## [Work order]
Only lines with the string "Куйбышева" should be returned from the data below.

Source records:

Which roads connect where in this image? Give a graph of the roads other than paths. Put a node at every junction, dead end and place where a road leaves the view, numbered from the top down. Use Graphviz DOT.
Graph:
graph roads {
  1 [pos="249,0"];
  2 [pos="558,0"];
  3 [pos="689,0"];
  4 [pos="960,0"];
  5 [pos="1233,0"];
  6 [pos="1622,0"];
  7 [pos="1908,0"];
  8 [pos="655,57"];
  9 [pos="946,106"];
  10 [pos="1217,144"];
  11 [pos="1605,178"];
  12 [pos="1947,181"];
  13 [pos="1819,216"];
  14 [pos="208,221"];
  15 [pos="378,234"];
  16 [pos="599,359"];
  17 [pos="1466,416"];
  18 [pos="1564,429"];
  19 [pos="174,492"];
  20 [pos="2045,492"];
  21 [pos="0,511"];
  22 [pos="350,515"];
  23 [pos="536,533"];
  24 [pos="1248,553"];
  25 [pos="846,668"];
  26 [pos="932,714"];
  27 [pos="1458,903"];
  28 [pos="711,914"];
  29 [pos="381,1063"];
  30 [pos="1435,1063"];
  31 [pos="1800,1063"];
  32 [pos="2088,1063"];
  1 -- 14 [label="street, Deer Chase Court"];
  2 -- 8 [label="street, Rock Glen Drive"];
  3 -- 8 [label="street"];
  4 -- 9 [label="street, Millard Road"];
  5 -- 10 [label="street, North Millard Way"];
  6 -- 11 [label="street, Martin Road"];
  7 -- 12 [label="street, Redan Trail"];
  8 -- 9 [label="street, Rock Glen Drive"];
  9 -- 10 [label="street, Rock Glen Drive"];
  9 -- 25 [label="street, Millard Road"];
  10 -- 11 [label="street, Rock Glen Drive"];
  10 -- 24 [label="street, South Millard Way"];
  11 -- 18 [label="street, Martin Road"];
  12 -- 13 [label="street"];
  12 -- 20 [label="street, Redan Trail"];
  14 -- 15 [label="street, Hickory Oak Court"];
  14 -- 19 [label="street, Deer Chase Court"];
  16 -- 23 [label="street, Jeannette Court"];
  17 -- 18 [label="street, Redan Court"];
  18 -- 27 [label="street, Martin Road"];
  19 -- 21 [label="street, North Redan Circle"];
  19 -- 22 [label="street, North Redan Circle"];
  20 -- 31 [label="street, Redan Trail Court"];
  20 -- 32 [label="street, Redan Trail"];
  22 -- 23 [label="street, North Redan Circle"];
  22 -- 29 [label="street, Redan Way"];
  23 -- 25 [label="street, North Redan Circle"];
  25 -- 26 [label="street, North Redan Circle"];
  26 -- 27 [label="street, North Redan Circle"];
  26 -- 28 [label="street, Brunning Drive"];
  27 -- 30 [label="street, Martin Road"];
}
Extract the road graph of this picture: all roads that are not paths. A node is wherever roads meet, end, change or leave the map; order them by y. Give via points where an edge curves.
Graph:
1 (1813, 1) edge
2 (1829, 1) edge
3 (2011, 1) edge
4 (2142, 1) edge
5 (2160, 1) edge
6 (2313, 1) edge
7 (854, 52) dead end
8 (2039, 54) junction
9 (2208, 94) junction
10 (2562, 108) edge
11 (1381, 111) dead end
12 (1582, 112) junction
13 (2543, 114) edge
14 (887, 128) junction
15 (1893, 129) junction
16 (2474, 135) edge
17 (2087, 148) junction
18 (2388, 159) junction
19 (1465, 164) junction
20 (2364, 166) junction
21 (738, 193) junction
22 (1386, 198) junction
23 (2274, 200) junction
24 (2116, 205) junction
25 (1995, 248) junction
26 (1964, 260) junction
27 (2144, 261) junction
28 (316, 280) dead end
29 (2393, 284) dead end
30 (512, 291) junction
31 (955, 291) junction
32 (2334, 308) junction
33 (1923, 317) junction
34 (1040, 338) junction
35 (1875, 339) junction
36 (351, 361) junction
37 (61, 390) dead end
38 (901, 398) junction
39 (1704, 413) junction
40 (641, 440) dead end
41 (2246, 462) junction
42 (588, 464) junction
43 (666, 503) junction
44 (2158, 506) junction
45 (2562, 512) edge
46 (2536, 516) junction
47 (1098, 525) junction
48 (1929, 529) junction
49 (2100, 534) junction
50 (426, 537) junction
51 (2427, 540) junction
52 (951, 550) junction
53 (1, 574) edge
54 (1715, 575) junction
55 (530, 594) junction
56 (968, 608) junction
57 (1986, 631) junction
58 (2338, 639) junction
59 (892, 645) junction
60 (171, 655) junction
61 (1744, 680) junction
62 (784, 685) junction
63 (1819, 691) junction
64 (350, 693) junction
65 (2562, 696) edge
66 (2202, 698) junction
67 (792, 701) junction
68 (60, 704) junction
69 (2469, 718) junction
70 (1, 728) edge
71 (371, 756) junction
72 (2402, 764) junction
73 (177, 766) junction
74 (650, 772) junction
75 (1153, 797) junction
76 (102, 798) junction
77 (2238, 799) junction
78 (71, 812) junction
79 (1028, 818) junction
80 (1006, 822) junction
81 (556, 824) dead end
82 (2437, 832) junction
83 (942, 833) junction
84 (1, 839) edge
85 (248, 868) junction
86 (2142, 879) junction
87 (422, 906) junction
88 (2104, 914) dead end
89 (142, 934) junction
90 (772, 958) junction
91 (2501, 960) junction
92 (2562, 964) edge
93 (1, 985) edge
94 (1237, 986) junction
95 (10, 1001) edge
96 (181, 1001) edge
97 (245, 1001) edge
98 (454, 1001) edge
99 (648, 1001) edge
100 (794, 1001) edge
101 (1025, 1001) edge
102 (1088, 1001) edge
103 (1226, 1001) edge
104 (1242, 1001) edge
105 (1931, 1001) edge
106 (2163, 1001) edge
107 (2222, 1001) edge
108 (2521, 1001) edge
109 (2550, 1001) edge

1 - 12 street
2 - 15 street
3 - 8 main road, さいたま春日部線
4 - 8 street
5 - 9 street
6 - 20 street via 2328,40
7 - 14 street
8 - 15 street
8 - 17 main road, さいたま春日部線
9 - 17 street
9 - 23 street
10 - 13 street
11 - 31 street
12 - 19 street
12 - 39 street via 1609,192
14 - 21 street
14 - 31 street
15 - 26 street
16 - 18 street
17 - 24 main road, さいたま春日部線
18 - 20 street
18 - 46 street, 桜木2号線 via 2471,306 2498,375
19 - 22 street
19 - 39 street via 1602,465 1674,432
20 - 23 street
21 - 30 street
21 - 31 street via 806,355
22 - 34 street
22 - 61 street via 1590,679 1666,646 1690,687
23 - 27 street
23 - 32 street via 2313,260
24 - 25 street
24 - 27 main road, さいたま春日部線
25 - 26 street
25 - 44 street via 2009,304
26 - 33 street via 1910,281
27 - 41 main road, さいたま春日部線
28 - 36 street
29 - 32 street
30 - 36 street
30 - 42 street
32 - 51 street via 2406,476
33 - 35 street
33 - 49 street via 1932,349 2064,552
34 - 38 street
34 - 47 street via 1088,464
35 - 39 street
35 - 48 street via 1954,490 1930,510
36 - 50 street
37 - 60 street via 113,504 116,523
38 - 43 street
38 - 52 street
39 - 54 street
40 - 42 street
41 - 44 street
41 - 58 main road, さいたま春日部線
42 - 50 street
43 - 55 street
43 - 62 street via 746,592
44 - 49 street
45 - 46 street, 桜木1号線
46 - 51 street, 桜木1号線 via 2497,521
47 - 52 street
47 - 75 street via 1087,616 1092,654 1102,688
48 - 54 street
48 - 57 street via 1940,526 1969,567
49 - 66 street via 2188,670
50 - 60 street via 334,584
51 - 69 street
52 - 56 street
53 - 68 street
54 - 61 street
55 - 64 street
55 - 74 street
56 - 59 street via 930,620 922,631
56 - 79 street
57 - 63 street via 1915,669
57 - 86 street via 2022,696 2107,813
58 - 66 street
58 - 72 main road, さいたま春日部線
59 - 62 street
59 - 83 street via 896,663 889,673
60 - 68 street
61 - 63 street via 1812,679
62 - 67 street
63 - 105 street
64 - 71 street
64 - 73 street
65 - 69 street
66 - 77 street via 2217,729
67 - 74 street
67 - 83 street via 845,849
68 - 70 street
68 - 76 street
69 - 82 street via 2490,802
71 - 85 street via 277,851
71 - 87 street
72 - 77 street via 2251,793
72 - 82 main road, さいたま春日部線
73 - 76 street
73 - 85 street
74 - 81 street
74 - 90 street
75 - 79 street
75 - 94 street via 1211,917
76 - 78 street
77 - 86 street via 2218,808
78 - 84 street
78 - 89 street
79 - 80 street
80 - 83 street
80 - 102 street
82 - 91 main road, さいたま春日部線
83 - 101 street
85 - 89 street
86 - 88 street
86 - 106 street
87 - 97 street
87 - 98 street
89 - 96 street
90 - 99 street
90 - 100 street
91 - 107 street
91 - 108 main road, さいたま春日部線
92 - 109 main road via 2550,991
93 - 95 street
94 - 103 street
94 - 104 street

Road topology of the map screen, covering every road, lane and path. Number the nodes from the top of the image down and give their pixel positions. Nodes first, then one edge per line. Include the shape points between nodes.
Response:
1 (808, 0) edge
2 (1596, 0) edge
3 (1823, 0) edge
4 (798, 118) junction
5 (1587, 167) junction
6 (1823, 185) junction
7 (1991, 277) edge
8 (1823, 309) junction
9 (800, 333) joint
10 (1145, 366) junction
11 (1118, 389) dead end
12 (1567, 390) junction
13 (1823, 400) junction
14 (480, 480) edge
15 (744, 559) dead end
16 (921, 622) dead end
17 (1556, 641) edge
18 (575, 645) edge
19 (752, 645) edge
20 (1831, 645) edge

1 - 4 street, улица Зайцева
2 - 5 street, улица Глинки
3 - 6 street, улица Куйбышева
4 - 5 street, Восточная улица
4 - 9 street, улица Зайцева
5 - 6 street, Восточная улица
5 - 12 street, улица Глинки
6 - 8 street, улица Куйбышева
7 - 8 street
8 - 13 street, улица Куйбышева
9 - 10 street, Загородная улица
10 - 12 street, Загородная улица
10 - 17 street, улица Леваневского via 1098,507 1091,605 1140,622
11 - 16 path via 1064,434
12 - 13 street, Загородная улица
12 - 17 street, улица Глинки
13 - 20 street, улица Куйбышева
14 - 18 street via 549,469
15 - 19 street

## [Result]
3 - 6 street, улица Куйбышева
6 - 8 street, улица Куйбышева
8 - 13 street, улица Куйбышева
13 - 20 street, улица Куйбышева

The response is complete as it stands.